Task goal:
The lines below, from the one containing "thumb cmc: (166, 231)" through the one containing "middle pip: (135, 238)", should be set down exactly, with no pictures and nothing else.

Input for this task:
=== Section Start ===
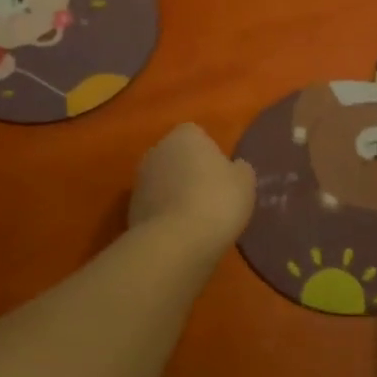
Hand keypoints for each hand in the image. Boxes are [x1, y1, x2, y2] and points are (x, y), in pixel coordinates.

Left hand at [129, 123, 255, 253]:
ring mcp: (140, 180)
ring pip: (163, 181)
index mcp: (184, 136)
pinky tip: (181, 232)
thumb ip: (239, 169)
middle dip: (189, 171)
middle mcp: (157, 151)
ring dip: (175, 193)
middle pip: (176, 156)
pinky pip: (155, 206)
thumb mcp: (245, 182)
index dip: (209, 152)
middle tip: (210, 194)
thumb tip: (234, 167)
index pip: (196, 134)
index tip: (221, 173)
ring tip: (196, 218)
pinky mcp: (130, 210)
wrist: (176, 242)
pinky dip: (165, 215)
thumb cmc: (217, 200)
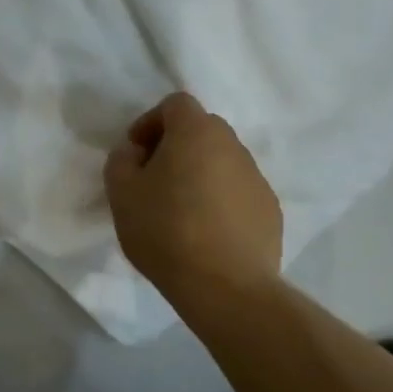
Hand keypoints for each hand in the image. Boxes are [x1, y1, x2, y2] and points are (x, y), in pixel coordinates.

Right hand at [104, 93, 282, 295]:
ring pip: (221, 162)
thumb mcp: (122, 193)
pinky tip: (207, 233)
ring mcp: (257, 177)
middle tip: (154, 180)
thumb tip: (135, 152)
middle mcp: (232, 145)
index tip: (136, 154)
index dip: (150, 122)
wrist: (226, 287)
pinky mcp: (270, 210)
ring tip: (181, 211)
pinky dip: (221, 201)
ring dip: (200, 174)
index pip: (175, 104)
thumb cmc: (166, 231)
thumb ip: (121, 159)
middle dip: (175, 147)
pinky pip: (239, 192)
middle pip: (201, 130)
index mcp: (196, 132)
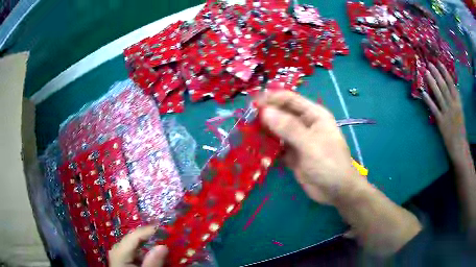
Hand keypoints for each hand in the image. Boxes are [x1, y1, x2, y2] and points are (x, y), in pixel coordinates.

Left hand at [109, 226, 167, 266]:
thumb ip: (153, 262)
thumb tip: (163, 246)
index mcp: (120, 251)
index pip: (135, 235)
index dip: (150, 230)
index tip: (167, 229)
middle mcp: (117, 248)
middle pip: (135, 238)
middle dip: (151, 237)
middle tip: (168, 237)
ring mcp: (119, 252)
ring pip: (135, 243)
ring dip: (149, 244)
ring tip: (164, 245)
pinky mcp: (122, 257)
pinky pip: (134, 250)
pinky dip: (145, 251)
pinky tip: (154, 255)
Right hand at [257, 90, 361, 204]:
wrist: (336, 191)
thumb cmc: (329, 163)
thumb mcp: (310, 144)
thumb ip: (288, 128)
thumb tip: (264, 111)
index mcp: (313, 115)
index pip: (290, 99)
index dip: (272, 98)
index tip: (252, 103)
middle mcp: (305, 124)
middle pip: (281, 114)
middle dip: (265, 115)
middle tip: (245, 119)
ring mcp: (298, 140)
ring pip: (277, 130)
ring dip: (264, 131)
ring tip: (246, 132)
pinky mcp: (292, 155)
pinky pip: (277, 147)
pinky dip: (267, 147)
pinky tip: (254, 148)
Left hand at [423, 61, 468, 164]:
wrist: (459, 147)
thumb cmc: (460, 128)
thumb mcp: (460, 110)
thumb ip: (455, 99)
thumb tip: (448, 86)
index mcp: (458, 102)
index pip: (451, 83)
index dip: (444, 72)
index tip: (438, 62)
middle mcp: (452, 105)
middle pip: (444, 86)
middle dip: (436, 74)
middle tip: (428, 63)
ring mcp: (447, 113)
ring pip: (438, 95)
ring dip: (431, 83)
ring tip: (425, 72)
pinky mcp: (441, 123)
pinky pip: (434, 109)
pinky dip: (428, 101)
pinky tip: (423, 93)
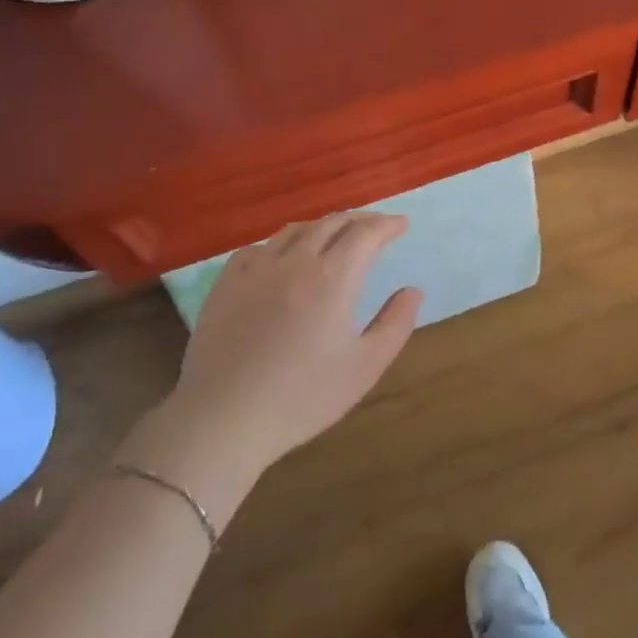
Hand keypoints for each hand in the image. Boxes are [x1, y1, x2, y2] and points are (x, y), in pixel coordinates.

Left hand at [121, 212, 421, 520]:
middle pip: (332, 223)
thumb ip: (395, 324)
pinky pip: (259, 248)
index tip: (401, 225)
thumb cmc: (303, 397)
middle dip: (359, 219)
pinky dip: (282, 244)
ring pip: (295, 230)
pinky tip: (283, 258)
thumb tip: (412, 291)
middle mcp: (295, 261)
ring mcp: (256, 269)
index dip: (387, 224)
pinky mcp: (226, 283)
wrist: (224, 418)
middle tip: (376, 227)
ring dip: (322, 227)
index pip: (365, 233)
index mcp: (333, 277)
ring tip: (335, 237)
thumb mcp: (365, 367)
=== Section End ===
Your solution:
thumb cmc: (166, 231)
thumb ip: (121, 159)
middle dip: (175, 147)
pinky pip: (239, 192)
middle pip: (201, 130)
index mcp: (196, 132)
Hand keypoints for each hand in the image. Boxes are [x1, y1, x2, y2] and points are (x, y), in pixel coordinates.

Left hand at [109, 226, 167, 266]:
thumb ip: (153, 262)
thumb tip: (163, 246)
index mcp: (120, 251)
index pip: (135, 235)
index dip: (150, 230)
index tip: (167, 229)
middle mcp: (117, 248)
middle pip: (135, 238)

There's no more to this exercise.